Enfundada en un albornoz raído muy impropio de ella, Petra está de pie ante la puerta abierta de su piso cuando Boone sale del ascensor.
—¿Asesinato?
—No he sido yo.
Ella lo hace pasar a su apartamento. Es bonito: uno de esos lofts que aparecieron al renovarse el centro urbano, cuando se construyó el nuevo estadio. Es la zona nueva, progre y marchosa.
«Muy adecuada para ella —piensa Boone—, que es progre y marchosa.»
Aunque, con ese albornoz… Tal vez me haya equivocado con lo de la encamada.
—¿Asesinato?
Boone mira por la ventana.
—¡Guau! ¡Se ve el estadio desde aquí!
—Detesto el béisbol. ¿Asesinato?
—Claro, es probable que el cricket sea más lo…
—Detesto los deportes. ¿Asesinato?
—Los perritos calientes saben mejor en el estadio —dice Boone—. Hay que echarles mucha mostaza…
—¡Boone!
Se había quedado dormida en el sofá y no se despertó hasta que él hizo sonar el timbre. Al oír la palabra «asesinato», lo dejó entrar y corrió al cuarto de baño a buscar el albornoz, para disimular la bata de seda sexy. El lado derecho del peinado se le ha aplastado en el sofá, pero el maquillaje que se había puesto con tanto cuidado está intacto.

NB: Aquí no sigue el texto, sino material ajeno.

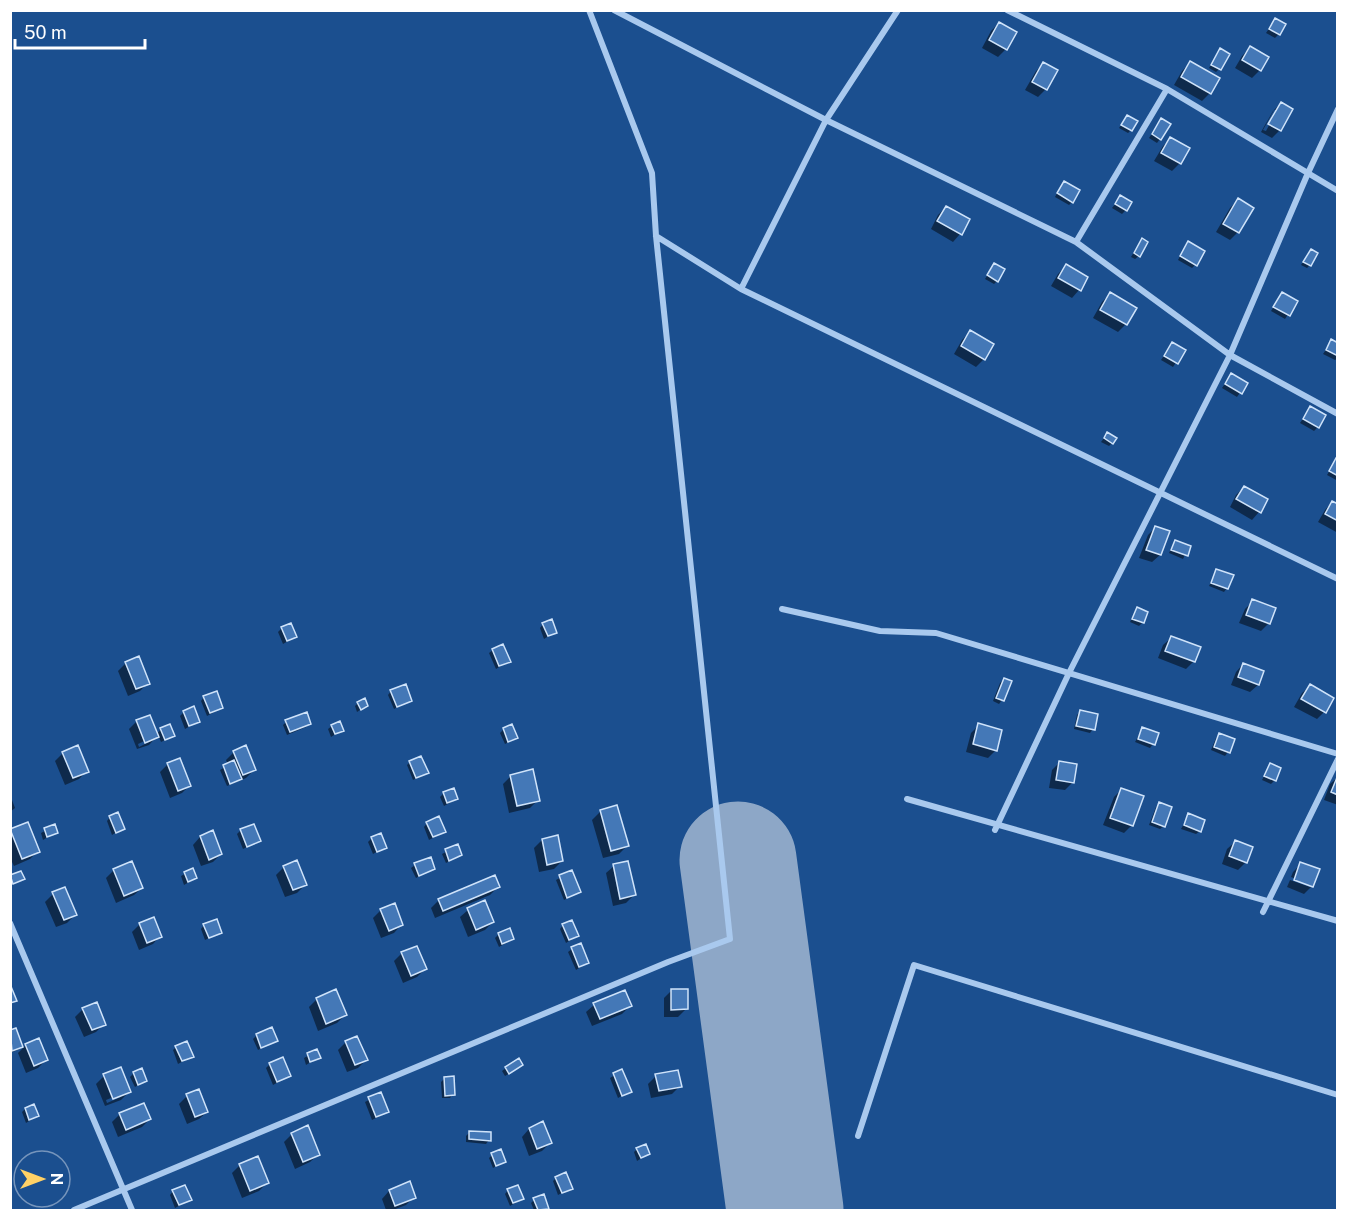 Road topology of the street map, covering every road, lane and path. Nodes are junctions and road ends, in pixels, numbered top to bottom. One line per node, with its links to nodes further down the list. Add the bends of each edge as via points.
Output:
1 (590, 10): 10 (street, via 652,173)
2 (614, 10): 7 (street)
3 (898, 10): 7 (street)
4 (1006, 10): 5 (street)
5 (1167, 89): 8 (street); 11 (street)
6 (1338, 109): 8 (street)
7 (826, 120): 11 (street); 12 (street)
8 (1308, 173): 9 (street); 13 (street)
9 (1338, 190)
10 (656, 236): 12 (street); 28 (street, via 730,939)
11 (1076, 242): 13 (street)
12 (741, 289): 15 (street)
13 (1230, 355): 14 (street); 15 (street)
14 (1338, 414)
15 (1161, 493): 16 (street); 18 (street)
16 (1338, 579)
17 (782, 609): 18 (street, via 880,631 936,633)
18 (1069, 673): 19 (street); 21 (street)
19 (1338, 757): 22 (street)
20 (907, 799): 21 (street)
21 (997, 827): 22 (street)
22 (1269, 901): 23 (street); 24 (street)
23 (1263, 912)
24 (1338, 921)
25 (10, 923): 28 (street)
26 (1338, 1095): 27 (street, via 914,965)
27 (858, 1136)
28 (124, 1190): 29 (street); 30 (street)
29 (74, 1210)
30 (132, 1210)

Él se sienta en el sofá —ella se sienta a su lado— y le cuenta todo el asunto de los Nichols. No hay ningún problema de confidencialidad, porque, como asociada de Burke, Spitz y Culver, ella también es abogada de Dan Nichols.

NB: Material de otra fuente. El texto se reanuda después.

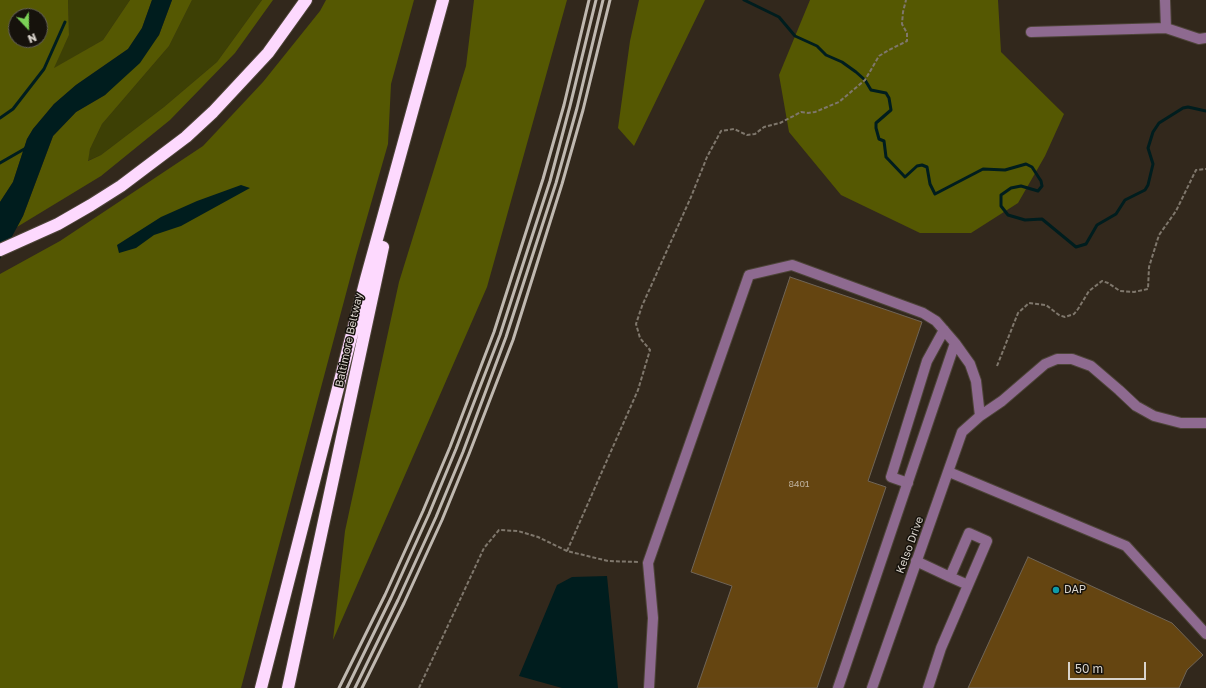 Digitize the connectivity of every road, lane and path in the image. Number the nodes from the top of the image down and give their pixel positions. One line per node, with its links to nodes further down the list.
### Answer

—De modo que la policía te situó en la escena del crimen —dice ella.
—No era la escena de un crimen cuando estuve allí —dice Boone—, sino, más bien, una escena porno.
—De acuerdo —dice ella—. Y no entraste nunca en la casa.

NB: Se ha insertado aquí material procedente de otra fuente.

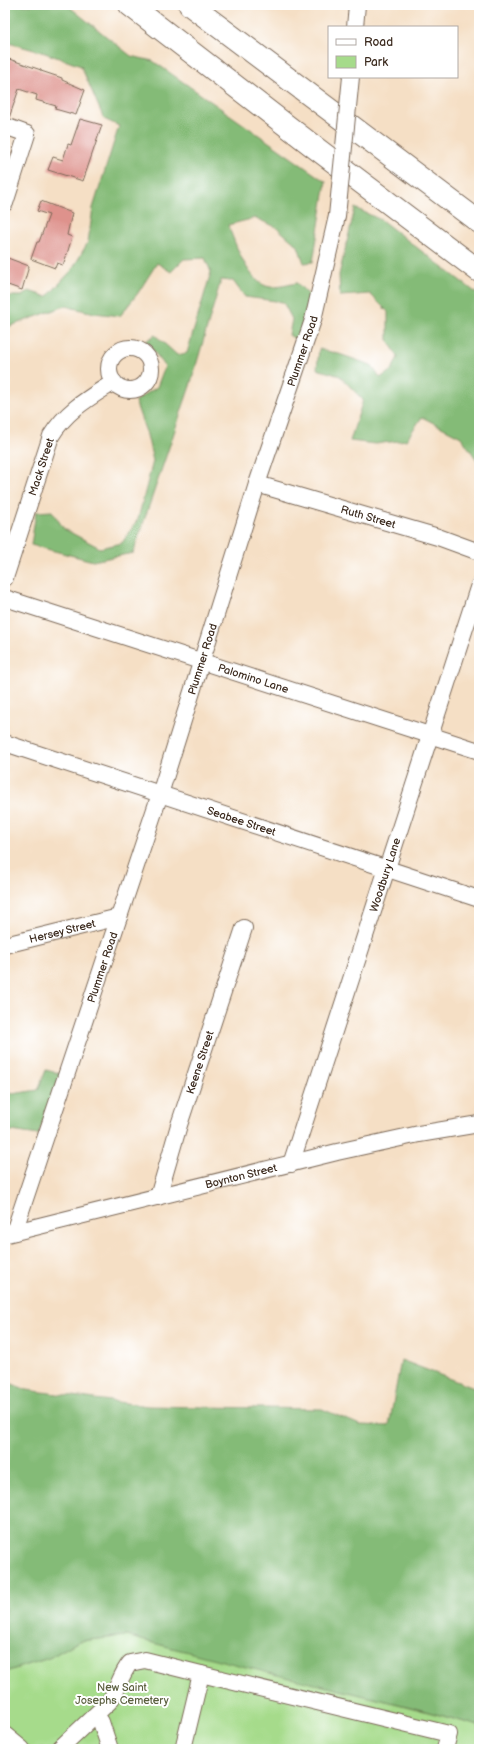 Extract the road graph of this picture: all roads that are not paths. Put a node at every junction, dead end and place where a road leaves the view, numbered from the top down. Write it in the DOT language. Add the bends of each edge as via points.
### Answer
graph roads {
  1 [pos="130,5"];
  2 [pos="190,5"];
  3 [pos="357,5"];
  4 [pos="355,26"];
  5 [pos="351,78"];
  6 [pos="5,126"];
  7 [pos="5,203"];
  8 [pos="479,222"];
  9 [pos="479,271"];
  10 [pos="114,382"];
  11 [pos="257,484"];
  12 [pos="479,552"];
  13 [pos="5,578"];
  14 [pos="479,585"];
  15 [pos="5,598"];
  16 [pos="202,661"];
  17 [pos="430,734"];
  18 [pos="5,743"];
  19 [pos="479,751"];
  20 [pos="160,794"];
  21 [pos="387,869"];
  22 [pos="479,899"];
  23 [pos="119,918"];
  24 [pos="244,928"];
  25 [pos="5,945"];
  26 [pos="479,1124"];
  27 [pos="291,1164"];
  28 [pos="158,1197"];
  29 [pos="9,1233"];
  30 [pos="201,1674"];
  31 [pos="96,1715"];
  32 [pos="5,1735"];
  33 [pos="22,1749"];
  34 [pos="59,1749"];
  35 [pos="110,1749"];
  36 [pos="183,1749"];
  37 [pos="445,1749"];
  1 -- 9 [label="highway"];
  2 -- 8 [label="highway"];
  3 -- 4 [label="street"];
  5 -- 11 [label="street, Plummer Road, bridge" via="337,216 313,320"];
  6 -- 7 [label="street" via="27,134"];
  10 -- 13 [label="street, Mack Street" via="68,413 58,423 51,436"];
  11 -- 12 [label="street, Ruth Street"];
  11 -- 16 [label="street, Plummer Road"];
  14 -- 17 [label="street, Woodbury Lane"];
  15 -- 16 [label="street, Palomino Lane"];
  16 -- 17 [label="street, Palomino Lane"];
  16 -- 20 [label="street, Plummer Road"];
  17 -- 19 [label="street, Palomino Lane"];
  17 -- 21 [label="street, Woodbury Lane"];
  18 -- 20 [label="street, Seabee Street"];
  20 -- 21 [label="street, Seabee Street"];
  20 -- 23 [label="street, Plummer Road"];
  21 -- 22 [label="street, Seabee Street"];
  21 -- 27 [label="street, Woodbury Lane"];
  23 -- 25 [label="street, Hersey Street"];
  23 -- 29 [label="street, Plummer Road"];
  24 -- 28 [label="street, Keene Street"];
  26 -- 27 [label="street, Boynton Street" via="380,1142"];
  27 -- 28 [label="street, Boynton Street"];
  28 -- 29 [label="street, Boynton Street"];
  30 -- 31 [label="street" via="145,1660 130,1663 123,1671 115,1694"];
  30 -- 36 [label="street"];
  30 -- 37 [label="street" via="449,1734"];
  31 -- 34 [label="street"];
  31 -- 35 [label="street" via="102,1722"];
  32 -- 33 [label="street"];
}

—Exacto —dice Boone—. Oye, de verdad que lo siento mucho. Pensé en llamarte en cuanto me llevaron, pero llamar a un abogado habría quedado mal, y entonces todo se fue enredando y después fui a ver a Nichols…
—Comprendo.
—¿De verdad?
—Claro que sí —dice ella—. Oye, ¿quieres algo? ¿Un café, un trago, algo para comer?
«David el Adonis es una divinidad falsa —piensa Boone—; no es más que un ídolo con pies de barro, un mago de Oz. No sabe nada de mujeres. Al menos, no de esta.»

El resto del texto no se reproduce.